In the last two weeks alone, two American tourists have been killed in Mexico in vicious attacks — one while riding a Jet Ski and another when his bus was hijacked. And a Mexican police commander investigating one of those deaths was killed this week, his severed head delivered in a suitcase to a local Army post.

But Texas officials keep encouraging boaters to enjoy the bass fishing on a border lake. And Gov. Rick Perry has not urged people to take any special precautions, suggesting only that U.S. and Mexican authorities increase the law enforcement presence in the area.

"There's like a psychological aspect to these kinds of warnings, that folks just don't take them seriously, or perhaps they believe the authorities are simply issuing these for liability reasons," said Fred Burton, vice president of intelligence for Stratfor Global Intelligence, which analyzes the drug war.

"There are people that say, 'Well, I know this area. I'm comfortable. Nothing will ever happen to me.'"

Tiffany and David Hartley may have been two of those people. They were working in Reynosa, a Mexican border town rife with drug violence, when Hartley's company moved them to McAllen, Texas, just across the Rio Grande, for safety.

The couple decided to take Jet Skis across Falcon Lake, which is divided by the border, to photograph a historic church. They were on their way home when pirates opened fire, killing David Hartley, according to his wife.

Just days later, a student from the University of Texas-Brownsville was shot and killed in Mexico. Jonathan William Torres, 19, was one of two people killed when his bus was hijacked in Matamoros, across the border from Brownsville.

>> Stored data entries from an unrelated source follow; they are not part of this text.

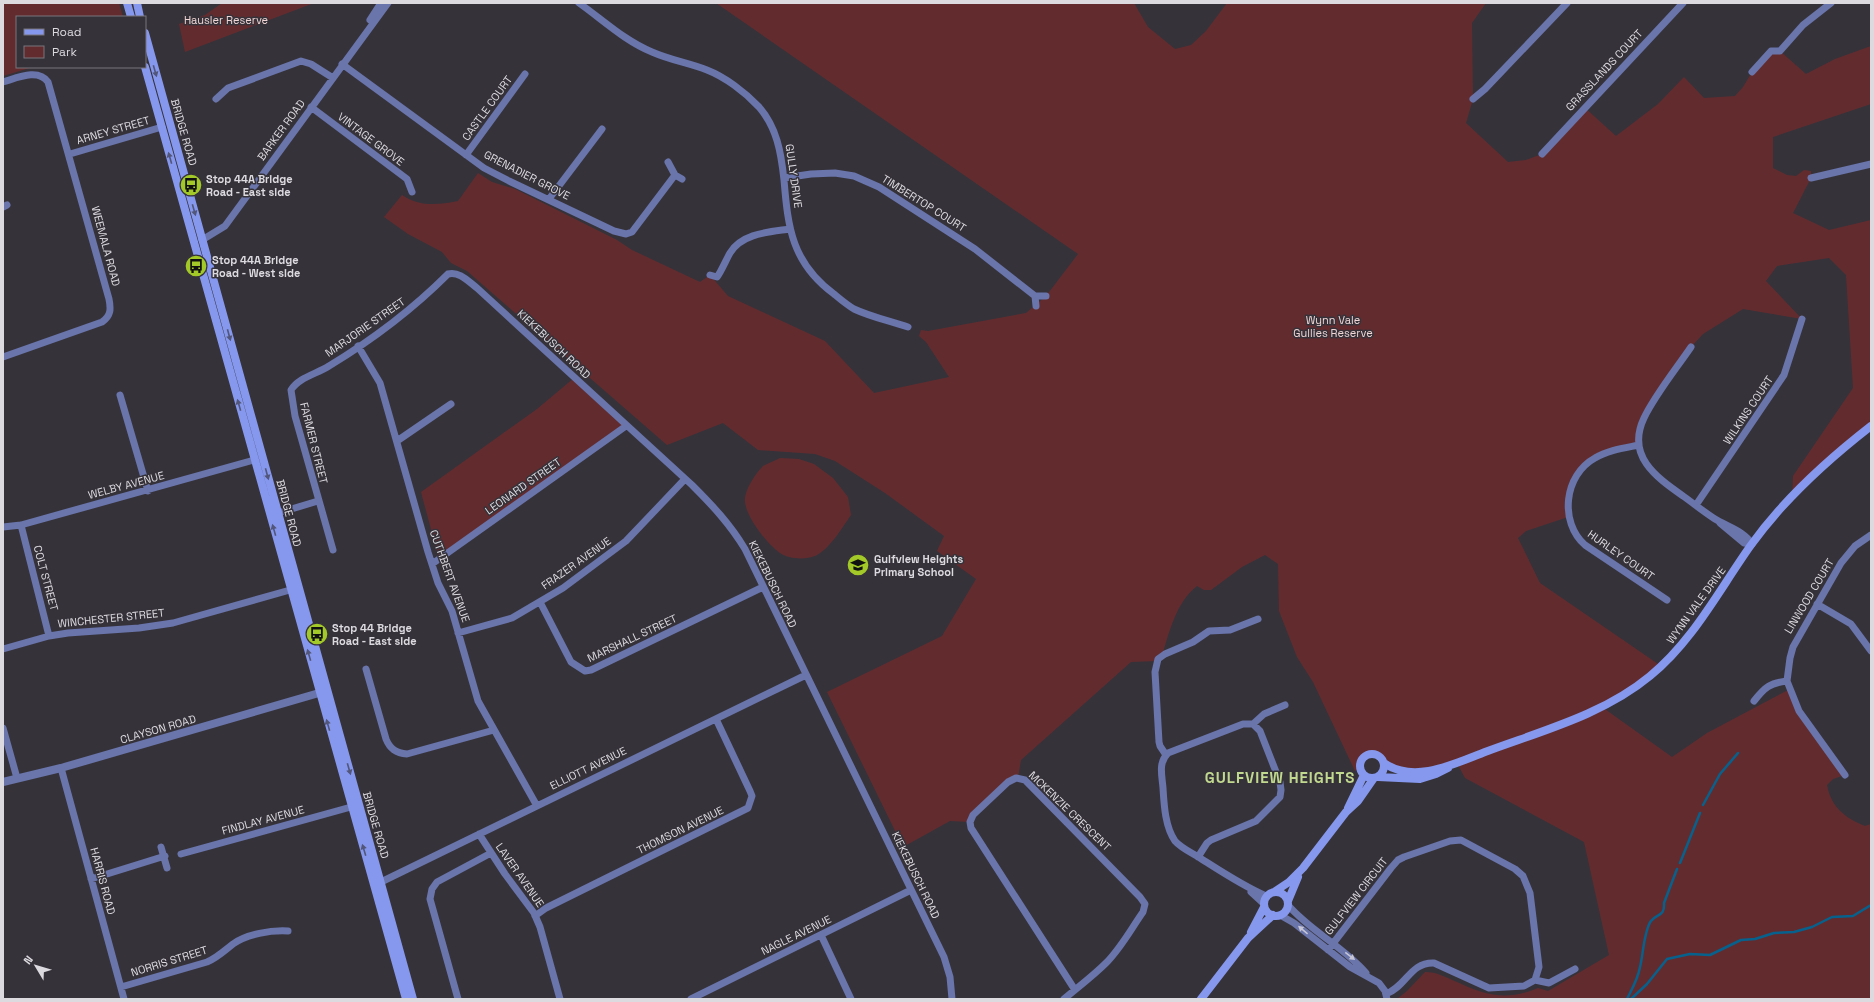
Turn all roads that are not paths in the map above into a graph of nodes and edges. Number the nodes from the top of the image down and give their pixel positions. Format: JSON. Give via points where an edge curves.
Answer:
{"nodes":[{"id":1,"x":127,"y":3,"type":"edge"},
{"id":2,"x":137,"y":3,"type":"edge"},
{"id":3,"x":381,"y":3,"type":"edge"},
{"id":4,"x":388,"y":3,"type":"edge"},
{"id":5,"x":579,"y":3,"type":"edge"},
{"id":6,"x":1567,"y":3,"type":"edge"},
{"id":7,"x":1684,"y":3,"type":"edge"},
{"id":8,"x":1831,"y":3,"type":"edge"},
{"id":9,"x":131,"y":16,"type":"edge"},
{"id":10,"x":140,"y":16,"type":"edge"},
{"id":11,"x":146,"y":37,"type":"edge"},
{"id":12,"x":342,"y":64,"type":"junction"},
{"id":13,"x":145,"y":68,"type":"edge"},
{"id":14,"x":1752,"y":72,"type":"dead end"},
{"id":15,"x":525,"y":74,"type":"dead end"},
{"id":16,"x":333,"y":78,"type":"junction"},
{"id":17,"x":3,"y":82,"type":"edge"},
{"id":18,"x":216,"y":99,"type":"dead end"},
{"id":19,"x":1473,"y":99,"type":"dead end"},
{"id":20,"x":311,"y":108,"type":"junction"},
{"id":21,"x":171,"y":126,"type":"junction"},
{"id":22,"x":162,"y":127,"type":"junction"},
{"id":23,"x":602,"y":129,"type":"dead end"},
{"id":24,"x":70,"y":154,"type":"junction"},
{"id":25,"x":1542,"y":154,"type":"dead end"},
{"id":26,"x":466,"y":156,"type":"junction"},
{"id":27,"x":668,"y":162,"type":"dead end"},
{"id":28,"x":1871,"y":164,"type":"edge"},
{"id":29,"x":675,"y":174,"type":"junction"},
{"id":30,"x":784,"y":178,"type":"junction"},
{"id":31,"x":1811,"y":178,"type":"dead end"},
{"id":32,"x":682,"y":179,"type":"dead end"},
{"id":33,"x":412,"y":192,"type":"dead end"},
{"id":34,"x":549,"y":199,"type":"junction"},
{"id":35,"x":790,"y":229,"type":"junction"},
{"id":36,"x":202,"y":240,"type":"junction"},
{"id":37,"x":194,"y":244,"type":"junction"},
{"id":38,"x":448,"y":274,"type":"joint"},
{"id":39,"x":710,"y":275,"type":"dead end"},
{"id":40,"x":1036,"y":296,"type":"junction"},
{"id":41,"x":1046,"y":296,"type":"dead end"},
{"id":42,"x":1036,"y":306,"type":"dead end"},
{"id":43,"x":1802,"y":319,"type":"dead end"},
{"id":44,"x":908,"y":327,"type":"dead end"},
{"id":45,"x":358,"y":346,"type":"junction"},
{"id":46,"x":1691,"y":347,"type":"dead end"},
{"id":47,"x":3,"y":357,"type":"edge"},
{"id":48,"x":291,"y":390,"type":"joint"},
{"id":49,"x":120,"y":395,"type":"dead end"},
{"id":50,"x":451,"y":404,"type":"dead end"},
{"id":51,"x":626,"y":426,"type":"junction"},
{"id":52,"x":1871,"y":426,"type":"edge"},
{"id":53,"x":397,"y":441,"type":"junction"},
{"id":54,"x":1639,"y":445,"type":"junction"},
{"id":55,"x":263,"y":458,"type":"junction"},
{"id":56,"x":254,"y":460,"type":"junction"},
{"id":57,"x":685,"y":479,"type":"junction"},
{"id":58,"x":148,"y":491,"type":"junction"},
{"id":59,"x":318,"y":501,"type":"junction"},
{"id":60,"x":1696,"y":505,"type":"junction"},
{"id":61,"x":278,"y":513,"type":"junction"},
{"id":62,"x":21,"y":525,"type":"junction"},
{"id":63,"x":3,"y":527,"type":"edge"},
{"id":64,"x":1871,"y":535,"type":"edge"},
{"id":65,"x":1752,"y":544,"type":"junction"},
{"id":66,"x":333,"y":550,"type":"dead end"},
{"id":67,"x":432,"y":564,"type":"junction"},
{"id":68,"x":763,"y":587,"type":"junction"},
{"id":69,"x":294,"y":589,"type":"junction"},
{"id":70,"x":1667,"y":600,"type":"dead end"},
{"id":71,"x":540,"y":602,"type":"junction"},
{"id":72,"x":1817,"y":604,"type":"junction"},
{"id":73,"x":1258,"y":619,"type":"dead end"},
{"id":74,"x":458,"y":632,"type":"junction"},
{"id":75,"x":50,"y":636,"type":"junction"},
{"id":76,"x":3,"y":649,"type":"edge"},
{"id":77,"x":1871,"y":651,"type":"edge"},
{"id":78,"x":366,"y":670,"type":"dead end"},
{"id":79,"x":806,"y":675,"type":"junction"},
{"id":80,"x":1787,"y":681,"type":"junction"},
{"id":81,"x":323,"y":692,"type":"junction"},
{"id":82,"x":1754,"y":701,"type":"dead end"},
{"id":83,"x":1285,"y":705,"type":"dead end"},
{"id":84,"x":716,"y":719,"type":"junction"},
{"id":85,"x":1253,"y":724,"type":"junction"},
{"id":86,"x":3,"y":728,"type":"edge"},
{"id":87,"x":494,"y":730,"type":"junction"},
{"id":88,"x":1166,"y":755,"type":"junction"},
{"id":89,"x":1384,"y":763,"type":"junction"},
{"id":90,"x":1457,"y":763,"type":"junction"},
{"id":91,"x":61,"y":768,"type":"junction"},
{"id":92,"x":1364,"y":775,"type":"junction"},
{"id":93,"x":1845,"y":775,"type":"dead end"},
{"id":94,"x":1376,"y":777,"type":"junction"},
{"id":95,"x":17,"y":778,"type":"junction"},
{"id":96,"x":3,"y":782,"type":"edge"},
{"id":97,"x":355,"y":806,"type":"junction"},
{"id":98,"x":537,"y":806,"type":"junction"},
{"id":99,"x":1346,"y":812,"type":"junction"},
{"id":100,"x":479,"y":834,"type":"junction"},
{"id":101,"x":161,"y":846,"type":"dead end"},
{"id":102,"x":491,"y":853,"type":"junction"},
{"id":103,"x":181,"y":854,"type":"dead end"},
{"id":104,"x":165,"y":856,"type":"junction"},
{"id":105,"x":1198,"y":857,"type":"junction"},
{"id":106,"x":167,"y":868,"type":"dead end"},
{"id":107,"x":1303,"y":868,"type":"junction"},
{"id":108,"x":91,"y":879,"type":"junction"},
{"id":109,"x":378,"y":885,"type":"junction"},
{"id":110,"x":911,"y":890,"type":"junction"},
{"id":111,"x":1274,"y":892,"type":"junction"},
{"id":112,"x":1265,"y":903,"type":"junction"},
{"id":113,"x":1288,"y":903,"type":"junction"},
{"id":114,"x":1276,"y":915,"type":"junction"},
{"id":115,"x":535,"y":916,"type":"junction"},
{"id":116,"x":288,"y":931,"type":"dead end"},
{"id":117,"x":821,"y":935,"type":"junction"},
{"id":118,"x":1248,"y":938,"type":"junction"},
{"id":119,"x":1333,"y":943,"type":"junction"},
{"id":120,"x":1328,"y":950,"type":"junction"},
{"id":121,"x":1575,"y":969,"type":"dead end"},
{"id":122,"x":1369,"y":976,"type":"junction"},
{"id":123,"x":1535,"y":980,"type":"junction"},
{"id":124,"x":121,"y":987,"type":"junction"},
{"id":125,"x":1075,"y":990,"type":"junction"},
{"id":126,"x":1387,"y":996,"type":"edge"},
{"id":127,"x":124,"y":999,"type":"edge"},
{"id":128,"x":406,"y":999,"type":"edge"},
{"id":129,"x":413,"y":999,"type":"edge"},
{"id":130,"x":458,"y":999,"type":"edge"},
{"id":131,"x":560,"y":999,"type":"edge"},
{"id":132,"x":691,"y":999,"type":"edge"},
{"id":133,"x":851,"y":999,"type":"edge"},
{"id":134,"x":952,"y":999,"type":"edge"},
{"id":135,"x":1064,"y":999,"type":"edge"},
{"id":136,"x":1201,"y":999,"type":"edge"}],
"edges":[{"from":1,"to":9,"type":"main road"},
{"from":2,"to":10,"type":"main road"},
{"from":3,"to":12,"type":"street","name":"BARKER ROAD"},
{"from":4,"to":12,"type":"street","name":"BARKER ROAD"},
{"from":5,"to":30,"type":"street","name":"GULLY DRIVE","via":[[626,38],[652,52],[707,70],[725,80],[758,106],[776,135],[782,154]]},
{"from":6,"to":19,"type":"street"},
{"from":7,"to":25,"type":"street","name":"GRASSLANDS COURT"},
{"from":8,"to":14,"type":"street","via":[[1803,25],[1780,51],[1771,52]]},
{"from":11,"to":21,"type":"main road","name":"BRIDGE ROAD","one_way":true},
{"from":12,"to":16,"type":"street","name":"BARKER ROAD"},
{"from":12,"to":26,"type":"street","name":"GRENADIER GROVE"},
{"from":13,"to":22,"type":"main road","name":"BRIDGE ROAD"},
{"from":15,"to":26,"type":"street","name":"CASTLE COURT"},
{"from":16,"to":18,"type":"street","via":[[311,64],[300,61],[228,88]]},
{"from":16,"to":20,"type":"street","name":"BARKER ROAD"},
{"from":17,"to":24,"type":"street","name":"WEEMALA ROAD","via":[[30,75],[41,76],[48,82]]},
{"from":20,"to":33,"type":"street","name":"VINTAGE GROVE","via":[[407,179]]},
{"from":20,"to":36,"type":"street","name":"BARKER ROAD","via":[[225,226]]},
{"from":21,"to":22,"type":"main road"},
{"from":21,"to":36,"type":"main road","name":"BRIDGE ROAD","one_way":true},
{"from":22,"to":24,"type":"street","name":"ARNEY STREET"},
{"from":37,"to":22,"type":"main road","name":"BRIDGE ROAD","one_way":true},
{"from":23,"to":34,"type":"street"},
{"from":24,"to":47,"type":"street","name":"WEEMALA ROAD","via":[[109,299],[108,318]]},
{"from":26,"to":34,"type":"street","name":"GRENADIER GROVE","via":[[509,181]]},
{"from":27,"to":29,"type":"street"},
{"from":28,"to":31,"type":"street"},
{"from":29,"to":32,"type":"street"},
{"from":29,"to":34,"type":"street","name":"GRENADIER GROVE","via":[[632,232],[626,234],[614,231]]},
{"from":30,"to":35,"type":"street","name":"GULLY DRIVE"},
{"from":30,"to":40,"type":"street","name":"TIMBERTOP COURT","via":[[835,173],[854,176],[879,187],[975,249]]},
{"from":35,"to":39,"type":"street","via":[[756,235],[743,241],[732,250],[722,266],[720,275]]},
{"from":35,"to":44,"type":"street","name":"GULLY DRIVE","via":[[798,253],[827,289],[853,308]]},
{"from":36,"to":37,"type":"main road"},
{"from":36,"to":55,"type":"main road","name":"BRIDGE ROAD","one_way":true},
{"from":56,"to":37,"type":"main road","name":"BRIDGE ROAD","one_way":true},
{"from":38,"to":45,"type":"street","name":"MARJORIE STREET","via":[[410,310]]},
{"from":38,"to":51,"type":"street","name":"KIEKEBUSCH ROAD","via":[[460,275],[477,288]]},
{"from":40,"to":41,"type":"street"},
{"from":40,"to":42,"type":"street"},
{"from":43,"to":60,"type":"street","name":"WILKINS COURT","via":[[1784,375]]},
{"from":45,"to":48,"type":"street","name":"MARJORIE STREET","via":[[329,367],[298,382]]},
{"from":45,"to":53,"type":"street","name":"CUTHBERT AVENUE","via":[[380,383]]},
{"from":46,"to":54,"type":"street","via":[[1643,419]]},
{"from":48,"to":59,"type":"street","name":"FARMER STREET","via":[[293,408]]},
{"from":49,"to":58,"type":"street"},
{"from":50,"to":53,"type":"street"},
{"from":51,"to":57,"type":"street","name":"KIEKEBUSCH ROAD"},
{"from":51,"to":67,"type":"street","name":"LEONARD STREET"},
{"from":52,"to":65,"type":"main road","name":"WYNN VALE DRIVE","via":[[1809,479]]},
{"from":53,"to":67,"type":"street","name":"CUTHBERT AVENUE"},
{"from":54,"to":60,"type":"street","via":[[1651,472]]},
{"from":54,"to":70,"type":"street","name":"HURLEY COURT","via":[[1609,452],[1586,464],[1569,494],[1569,520],[1574,533],[1586,545]]},
{"from":55,"to":56,"type":"main road"},
{"from":55,"to":61,"type":"main road","name":"BRIDGE ROAD","one_way":true},
{"from":56,"to":58,"type":"street","name":"WELBY AVENUE"},
{"from":69,"to":56,"type":"main road","name":"BRIDGE ROAD","one_way":true},
{"from":57,"to":68,"type":"street","name":"KIEKEBUSCH ROAD","via":[[734,531]]},
{"from":57,"to":71,"type":"street","name":"FRAZER AVENUE","via":[[626,541]]},
{"from":58,"to":62,"type":"street","name":"WELBY AVENUE"},
{"from":59,"to":61,"type":"street","name":"FARMER STREET"},
{"from":59,"to":66,"type":"street","name":"FARMER STREET"},
{"from":60,"to":65,"type":"street","via":[[1748,538]]},
{"from":61,"to":69,"type":"main road","name":"BRIDGE ROAD"},
{"from":62,"to":63,"type":"street","name":"WELBY AVENUE"},
{"from":62,"to":75,"type":"street","name":"COLT STREET"},
{"from":64,"to":72,"type":"street","name":"LINWOOD COURT","via":[[1849,553]]},
{"from":65,"to":90,"type":"main road","name":"WYNN VALE DRIVE","via":[[1690,635],[1666,662],[1642,682],[1615,700],[1588,713]]},
{"from":67,"to":74,"type":"street","name":"CUTHBERT AVENUE"},
{"from":68,"to":71,"type":"street","name":"MARSHALL STREET","via":[[607,663],[585,671],[571,662]]},
{"from":68,"to":79,"type":"street","name":"KIEKEBUSCH ROAD"},
{"from":69,"to":75,"type":"street","name":"WINCHESTER STREET","via":[[173,623]]},
{"from":69,"to":81,"type":"main road","name":"BRIDGE ROAD"},
{"from":71,"to":74,"type":"street","name":"FRAZER AVENUE","via":[[512,618]]},
{"from":72,"to":77,"type":"street","via":[[1851,624]]},
{"from":72,"to":80,"type":"street","name":"LINWOOD COURT","via":[[1793,647]]},
{"from":73,"to":88,"type":"street","via":[[1230,630],[1209,631],[1157,661],[1155,672],[1159,742]]},
{"from":74,"to":87,"type":"street","name":"CUTHBERT AVENUE","via":[[474,690]]},
{"from":75,"to":76,"type":"street","name":"WINCHESTER STREET"},
{"from":78,"to":87,"type":"street","via":[[388,745],[395,751],[407,754]]},
{"from":79,"to":84,"type":"street","name":"ELLIOTT AVENUE"},
{"from":79,"to":110,"type":"street","name":"KIEKEBUSCH ROAD"},
{"from":80,"to":82,"type":"street","via":[[1774,682],[1764,688]]},
{"from":80,"to":93,"type":"street","name":"LINWOOD COURT","via":[[1799,711]]},
{"from":81,"to":91,"type":"street","name":"CLAYSON ROAD"},
{"from":81,"to":97,"type":"main road","name":"BRIDGE ROAD"},
{"from":83,"to":85,"type":"street","via":[[1264,714]]},
{"from":84,"to":98,"type":"street","name":"ELLIOTT AVENUE"},
{"from":84,"to":115,"type":"street","name":"THOMSON AVENUE","via":[[752,796],[748,808],[546,908]]},
{"from":85,"to":88,"type":"street","via":[[1243,724],[1173,750]]},
{"from":85,"to":105,"type":"street","via":[[1260,732],[1280,782],[1280,797],[1253,823],[1209,841]]},
{"from":86,"to":95,"type":"street"},
{"from":87,"to":98,"type":"street","name":"CUTHBERT AVENUE"},
{"from":88,"to":105,"type":"street","via":[[1161,767],[1164,806],[1172,834],[1178,844]]},
{"from":89,"to":90,"type":"main road","name":"WYNN VALE DRIVE","via":[[1393,769],[1411,773]]},
{"from":89,"to":92,"type":"main road","via":[[1376,755],[1367,755],[1360,764]]},
{"from":89,"to":94,"type":"main road","via":[[1384,770]]},
{"from":90,"to":94,"type":"main road","name":"WYNN VALE DRIVE","via":[[1420,779]]},
{"from":91,"to":95,"type":"street","name":"CLAYSON ROAD"},
{"from":91,"to":108,"type":"street","name":"HARRIS ROAD"},
{"from":92,"to":94,"type":"main road"},
{"from":92,"to":99,"type":"main road"},
{"from":94,"to":99,"type":"main road"},
{"from":95,"to":96,"type":"street","name":"CLAYSON ROAD"},
{"from":97,"to":103,"type":"street","name":"FINDLAY AVENUE"},
{"from":97,"to":109,"type":"main road","name":"BRIDGE ROAD"},
{"from":98,"to":100,"type":"street","name":"ELLIOTT AVENUE"},
{"from":99,"to":107,"type":"main road"},
{"from":100,"to":102,"type":"street","name":"LAVER AVENUE"},
{"from":100,"to":109,"type":"street","name":"ELLIOTT AVENUE"},
{"from":101,"to":104,"type":"street"},
{"from":102,"to":115,"type":"street","name":"LAVER AVENUE"},
{"from":102,"to":130,"type":"street","via":[[437,882],[430,894]]},
{"from":104,"to":106,"type":"street"},
{"from":104,"to":108,"type":"street"},
{"from":105,"to":112,"type":"street"},
{"from":107,"to":111,"type":"main road"},
{"from":107,"to":113,"type":"main road"},
{"from":108,"to":124,"type":"street","name":"HARRIS ROAD"},
{"from":109,"to":128,"type":"main road","name":"BRIDGE ROAD"},
{"from":109,"to":129,"type":"main road","name":"BRIDGE ROAD"},
{"from":110,"to":117,"type":"street","name":"NAGLE AVENUE"},
{"from":110,"to":134,"type":"street","name":"KIEKEBUSCH ROAD","via":[[944,957],[950,977]]},
{"from":111,"to":112,"type":"main road"},
{"from":111,"to":113,"type":"main road","via":[[1283,894]]},
{"from":112,"to":114,"type":"main road","via":[[1268,913]]},
{"from":112,"to":118,"type":"main road"},
{"from":113,"to":114,"type":"main road","via":[[1285,911]]},
{"from":113,"to":119,"type":"street","via":[[1299,917]]},
{"from":114,"to":118,"type":"main road"},
{"from":120,"to":114,"type":"street","one_way":true,"via":[[1294,923]]},
{"from":115,"to":131,"type":"street","name":"LAVER AVENUE"},
{"from":116,"to":124,"type":"street","name":"NORRIS STREET","via":[[276,930],[242,939],[214,960]]},
{"from":117,"to":132,"type":"street","name":"NAGLE AVENUE"},
{"from":117,"to":133,"type":"street"},
{"from":118,"to":136,"type":"main road"},
{"from":119,"to":120,"type":"street","name":"GULFVIEW CIRCUIT"},
{"from":119,"to":122,"type":"street","one_way":true,"via":[[1355,960]]},
{"from":119,"to":123,"type":"street","name":"GULFVIEW CIRCUIT","via":[[1398,860],[1450,841],[1461,840],[1515,869],[1523,876],[1531,898],[1539,968]]},
{"from":120,"to":122,"type":"street","via":[[1350,967]]},
{"from":121,"to":123,"type":"street","via":[[1549,983]]},
{"from":122,"to":126,"type":"street","via":[[1379,983]]},
{"from":123,"to":126,"type":"street","via":[[1524,986],[1489,988],[1434,963],[1426,963],[1415,969]]},
{"from":124,"to":127,"type":"street","name":"HARRIS ROAD"},
{"from":125,"to":125,"type":"street","name":"MCKENZIE CRESCENT","via":[[1107,962],[1143,912],[1145,904],[1064,818],[1025,780],[1016,778],[1008,782],[973,814],[970,825]]},
{"from":125,"to":135,"type":"street","name":"MCKENZIE CRESCENT"}]}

David Hartley's father, Dennis, said his son was not aware of any violence on the lake.

"My son is a history buff. He wanted to get a picture of that church. Not hearing of any recent activity there, David and Tiffany decided to go there and snap some pictures."

The Mexican side of Falcon Lake, where David Hartley was last seen, is in the Mexican border state of Tamaulipas. On Tuesday, Tamaulipas Gov. Eugenio Hernandez Flores invited Tiffany Hartley to go to the area prosecutor's office and file a formal complaint about the alleged slaying with his guarantee of safety, according to The Monitor of McAllen.

In an interview on NBC's "Today" Wednesday, she said she would decline the invitation.

"We spent 4½ hours at their office (in the Mexican Consulate in McAllen), and we were assured that they were gong to get the paper work to Mexico City, to the authorities there, and they were going to be taking them to Reynosa the same day."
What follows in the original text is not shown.